JAYAPURA, - Komisi V DPR Papua mengusulkan untuk mengevaluasi kebijakan dana Otonomi Khusus 80 - 20 khusus untuk pendidikan. Hal ini sebagai solusi dalam menyelesaikan persoalan pembayaran tunjangan gaji guru SMU/SMK, yang telah dialihkan dari Kabupaten ke Provinsi.
"Kemarin kita sudah rapat internal komisi bahwa kalau sampai tidak ada solusi penyelesaian masalah gaji guru ini, solusinya berarti dana Otsus 80 20 yang harus dievaluasi. Sehingga berapa persen dari itu harus dikembalikan ke Provinsi untuk pembayara gaji guru. Kalau tidak maka uang yang masuk ke Provinsi dipangkas dulu sebelum turun ke kabupaten," ungkap Ketua Komisi V DPR Papua, Yan Mandenas di Jayapura, Rabu (21/3).
Meski demikian, Yan mengaku harus dilakukan pengecekan terlebih dahulu apakah selama ini dana untuk pembayaran gaji guru di Kabupaten diambil dari dana Otsus untuk pendidikan atau bukan.
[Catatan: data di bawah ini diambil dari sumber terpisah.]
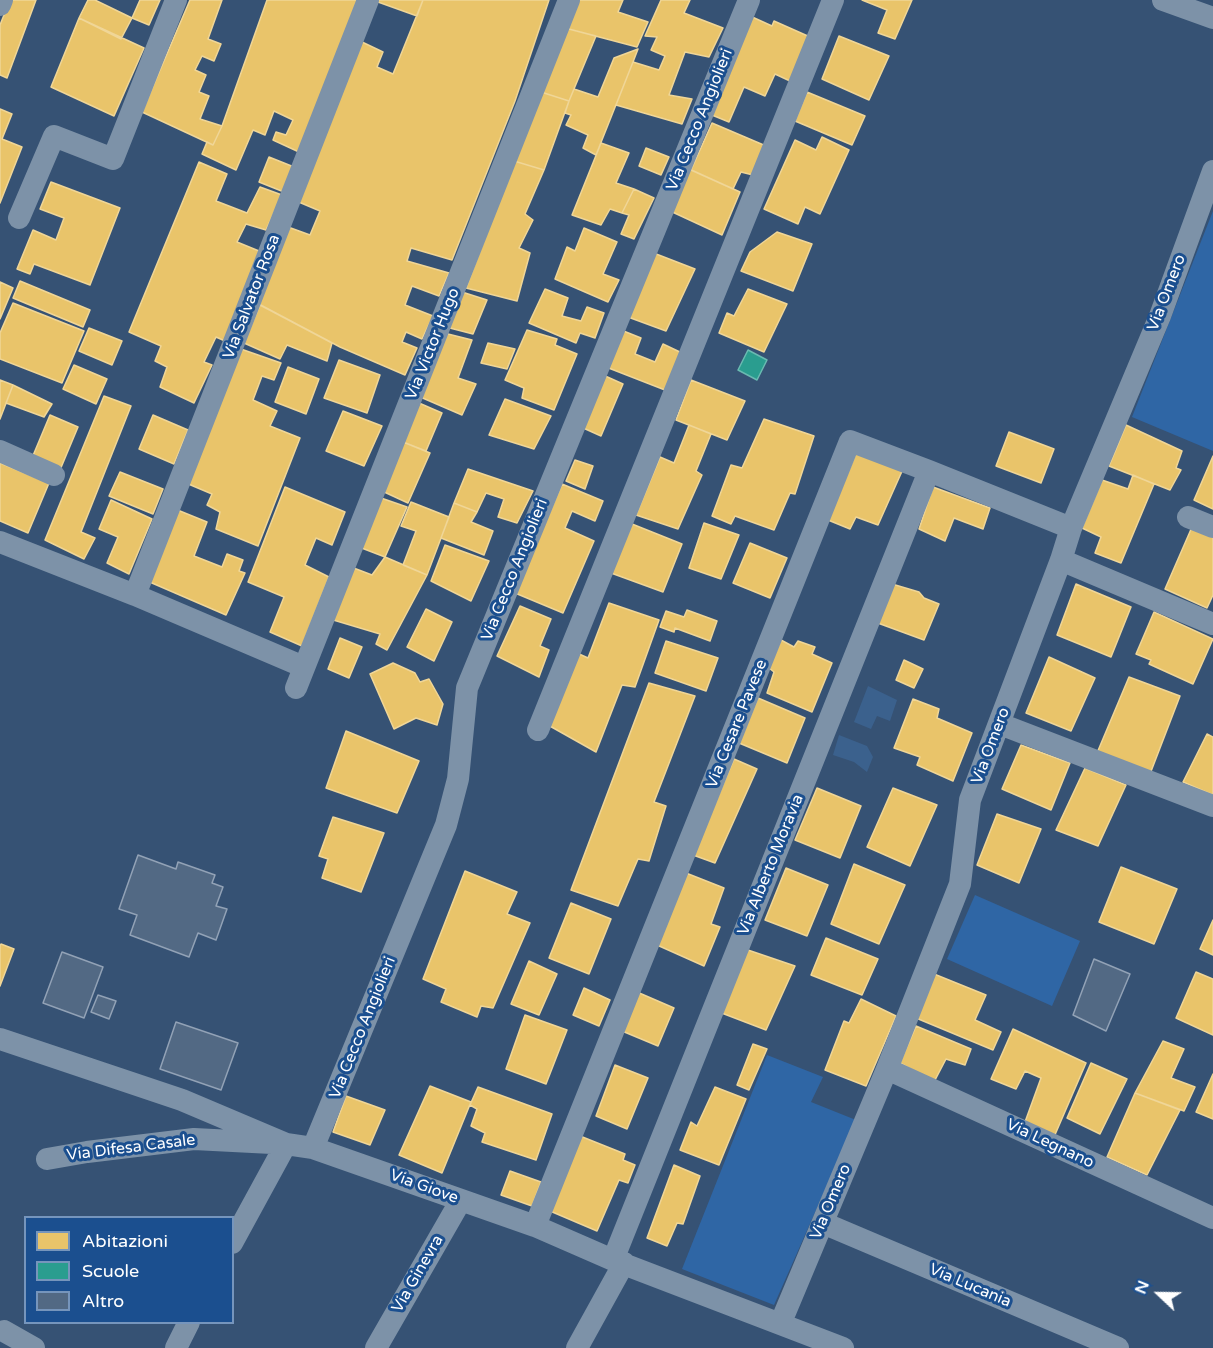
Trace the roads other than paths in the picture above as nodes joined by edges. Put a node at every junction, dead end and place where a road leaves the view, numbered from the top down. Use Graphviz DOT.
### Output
graph roads {
  1 [pos="2,0"];
  2 [pos="176,0"];
  3 [pos="368,0"];
  4 [pos="569,0"];
  5 [pos="749,0"];
  6 [pos="833,0"];
  7 [pos="1163,0"];
  8 [pos="0,5"];
  9 [pos="1213,18"];
  10 [pos="1213,171"];
  11 [pos="19,218"];
  12 [pos="0,451"];
  13 [pos="929,471"];
  14 [pos="54,475"];
  15 [pos="1188,517"];
  16 [pos="1213,527"];
  17 [pos="1071,528"];
  18 [pos="0,542"];
  19 [pos="1061,560"];
  20 [pos="135,595"];
  21 [pos="1213,624"];
  22 [pos="1000,724"];
  23 [pos="538,730"];
  24 [pos="1213,806"];
  25 [pos="0,1039"];
  26 [pos="887,1069"];
  27 [pos="286,1144"];
  28 [pos="313,1148"];
  29 [pos="47,1159"];
  30 [pos="460,1200"];
  31 [pos="1213,1218"];
  32 [pos="822,1223"];
  33 [pos="535,1226"];
  34 [pos="234,1239"];
  35 [pos="619,1261"];
  36 [pos="781,1322"];
  37 [pos="188,1324"];
  38 [pos="4,1331"];
  39 [pos="803,1341"];
  40 [pos="34,1348"];
  41 [pos="176,1348"];
  42 [pos="376,1348"];
  43 [pos="577,1348"];
  44 [pos="843,1348"];
  45 [pos="1118,1348"];
  1 -- 8 [label="street"];
  2 -- 11 [label="street"];
  3 -- 20 [label="street, Via Salvator Rosa"];
  4 -- 20 [label="street, Via Victor Hugo"];
  5 -- 28 [label="street, Via Cecco Angiolieri"];
  6 -- 23 [label="street"];
  7 -- 9 [label="street"];
  10 -- 17 [label="street, Via Omero"];
  12 -- 14 [label="street"];
  13 -- 17 [label="street, Via Cesare Pavese"];
  13 -- 33 [label="street, Via Cesare Pavese"];
  13 -- 35 [label="street, Via Alberto Moravia"];
  15 -- 16 [label="street"];
  17 -- 19 [label="street, Via Omero"];
  18 -- 20 [label="street"];
  19 -- 21 [label="street"];
  19 -- 22 [label="street, Via Omero"];
  22 -- 24 [label="street"];
  22 -- 26 [label="street, Via Omero"];
  25 -- 27 [label="street, Via Giove"];
  26 -- 31 [label="street, Via Legnano"];
  26 -- 32 [label="street, Via Omero"];
  27 -- 28 [label="street, Via Giove"];
  27 -- 29 [label="street, Via Difesa Casale"];
  27 -- 34 [label="street"];
  28 -- 30 [label="street, Via Giove"];
  30 -- 33 [label="street, Via Giove"];
  30 -- 42 [label="street, Via Ginevra"];
  32 -- 36 [label="street, Via Omero"];
  32 -- 45 [label="street, Via Lucania"];
  33 -- 35 [label="street, Via Giove"];
  35 -- 36 [label="street, Via Giove"];
  35 -- 43 [label="street, Via Alberto Moravia"];
  36 -- 39 [label="street, Via Giove"];
  37 -- 41 [label="street"];
  38 -- 40 [label="street"];
  39 -- 44 [label="street, Via Giove"];
}
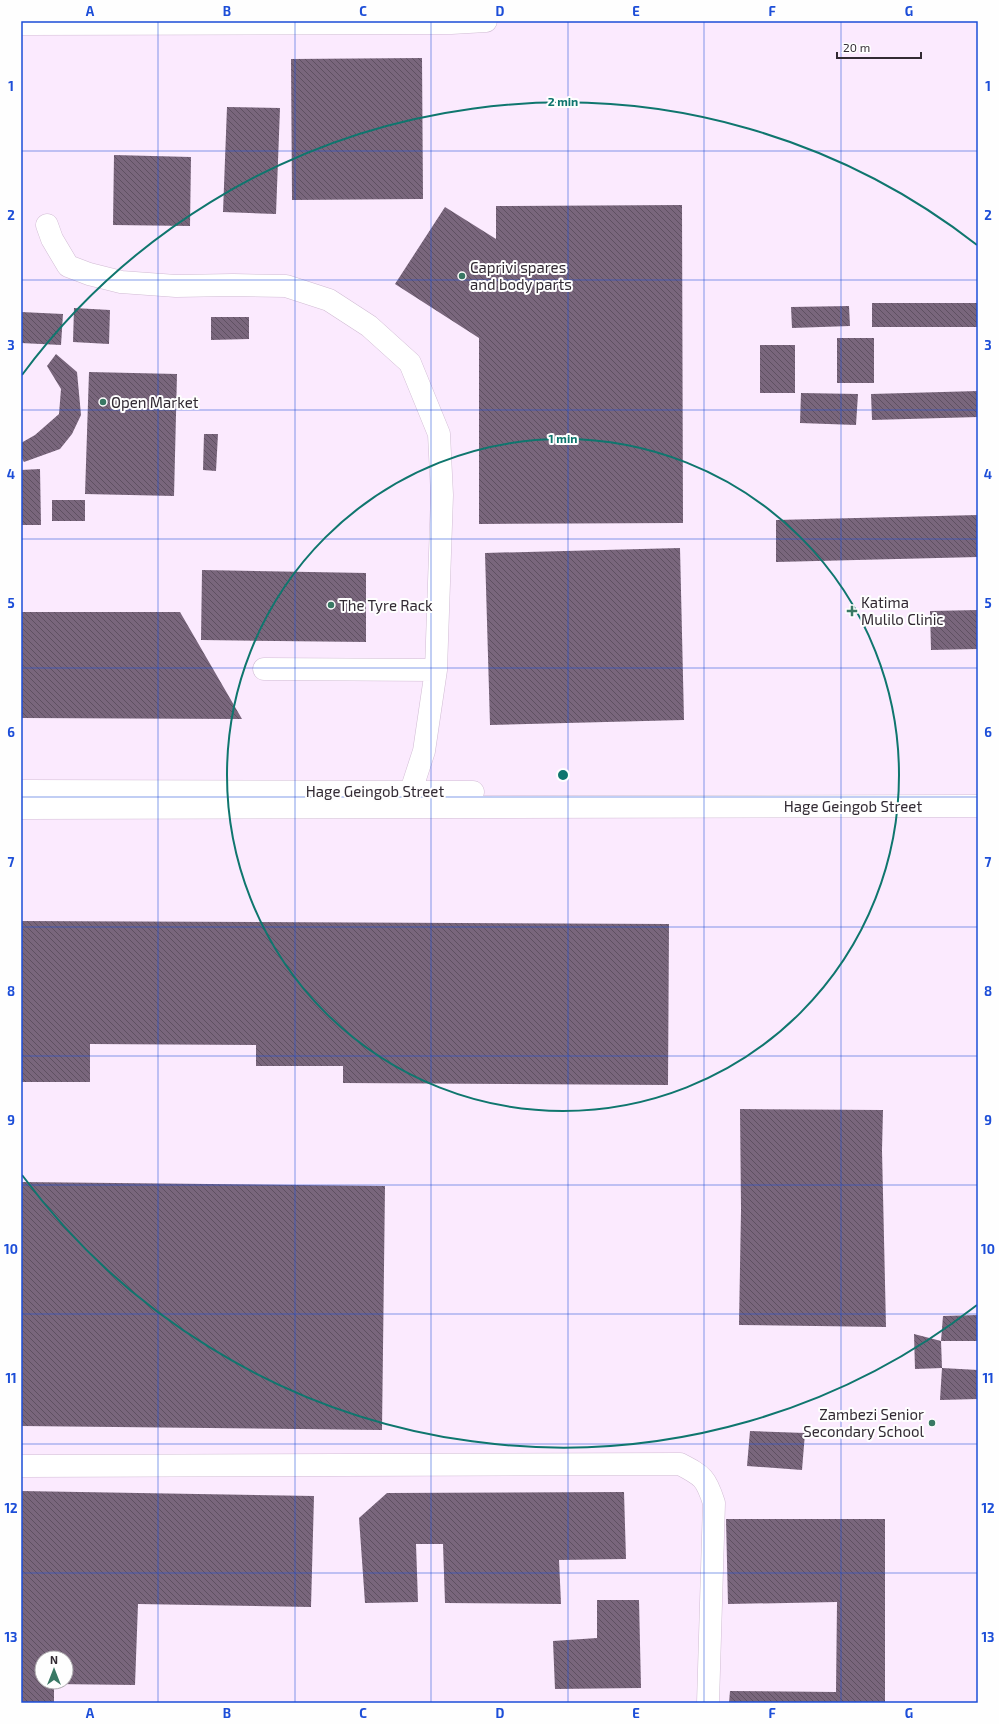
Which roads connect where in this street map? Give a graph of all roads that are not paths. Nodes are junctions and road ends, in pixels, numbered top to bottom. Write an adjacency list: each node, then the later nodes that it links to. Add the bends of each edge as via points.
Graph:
1 (486, 21): 2 (street)
2 (21, 24)
3 (47, 225): 5 (street, via 68,266 89,274 121,282 176,286 286,286 329,300 369,326 410,363 439,434 442,495)
4 (264, 669): 5 (street)
5 (436, 670): 7 (street, via 424,752)
6 (21, 791): 7 (street, Hage Geingob Street)
7 (411, 792): 8 (street, Hage Geingob Street, via 605,793)
8 (727, 806): 9 (street, Hage Geingob Street); 10 (street, Hage Geingob Street)
9 (978, 806)
10 (21, 808)
11 (21, 1466): 12 (street, via 680,1464 698,1473 708,1484 714,1503)
12 (708, 1703)

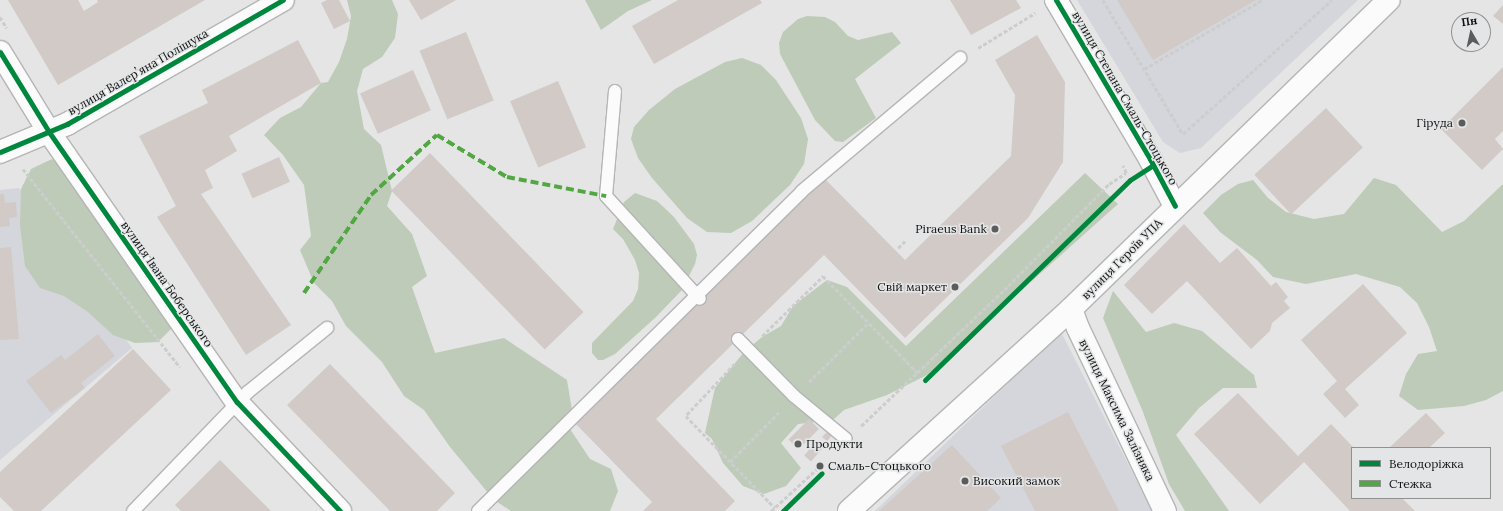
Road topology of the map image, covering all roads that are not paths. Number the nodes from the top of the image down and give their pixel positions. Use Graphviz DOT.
graph roads {
  1 [pos="283,0"];
  2 [pos="1056,0"];
  3 [pos="1389,0"];
  4 [pos="0,52"];
  5 [pos="960,58"];
  6 [pos="615,91"];
  7 [pos="49,132"];
  8 [pos="0,152"];
  9 [pos="1175,206"];
  10 [pos="698,297"];
  11 [pos="1071,309"];
  12 [pos="327,328"];
  13 [pos="738,339"];
  14 [pos="237,402"];
  15 [pos="846,439"];
  16 [pos="133,511"];
  17 [pos="340,511"];
  18 [pos="478,511"];
  19 [pos="849,511"];
  20 [pos="1165,511"];
  1 -- 7 [label="street, вулиця Валерʼяна Поліщука"];
  2 -- 9 [label="street, вулиця Степана Смаль-Стоцького"];
  3 -- 9 [label="street, вулиця Героїв УПА"];
  4 -- 7 [label="street, вулиця Івана Боберського"];
  5 -- 10 [label="lane"];
  6 -- 10 [label="lane"];
  7 -- 8 [label="street, вулиця Валерʼяна Поліщука"];
  7 -- 14 [label="street, вулиця Івана Боберського"];
  9 -- 11 [label="street, вулиця Героїв УПА"];
  10 -- 18 [label="lane"];
  11 -- 19 [label="street, вулиця Героїв УПА"];
  11 -- 20 [label="street, вулиця Максима Залізняка"];
  12 -- 14 [label="lane"];
  13 -- 15 [label="lane"];
  14 -- 16 [label="lane"];
  14 -- 17 [label="street, вулиця Івана Боберського"];
}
"Sebab setahu saya dari 80 persen dana otsus untuk kabupaten kota, 30 persen untuk pendidikan yang antara lain untuk membiayai fasilitas sekolah, anak sekolah. Kalau gaji guru kemungkinan sumber anggarannya dari dana DAK," aku Yan seraya menambahkan berdasarkan laporan Badan Anggaran (Banggar) DPRP, gaji guru akan dibiayai dari dana DAK Provinsi.
"Menurut pak sekda (sekda provinsi) dana tetap tersedia tiap tahun dan mungkin kalau sudah tersedia bisa dibayarkan honor guru," imbuh Yan
Menurut dia, tim anggaran DPRP juga telah meminta Sekda untuk mengundang para Bupati Walikota untuk duduk bersama membicarakan secara khusus terkait persoalan ini. Bagaimana mekanisme pembayarannya apakah semuanya dibayarkan oleh provinsi atau dibayar secara bertahap.
"Kalau masih di daerah legalitas hukum dan adiministrasinya diatur seperti apa, minimal harus ada pembicaraan sehingga pembayaran tidak mengalami kendala. Sebab jika masuk sampai bulan kelima keenam tahun ini, dikhawatirkan akan terjadi mogok besar oleh para guru," akunya.
Sebelumnya, akibat adanya perubahan regulasi dimana status para guru SMU/SMK telah dialihkan dari Kabupaten ke Kota sebagaimana diatur dalam UU nomor 23 tahun 2014, membuat terlambatnya pembayaran gaji guru di sejumlah kabupaten/kota di Papua. Karena kondisi ini, para guru akhirnya mengadukan haknya ke DPR Papua.
"Waktu rapat banggar saya sudah ingatkan bahwa yang tidak bisa tawar menawar adalah honor tujuh ribu guru baik PNS maupun tenaga honor, dengan anggaran PON pembangunan dan venue PON. Saya sudah tegaskan jadi anggara masuk dulu baru sidang APBD bisa dimulai," ucap Yan.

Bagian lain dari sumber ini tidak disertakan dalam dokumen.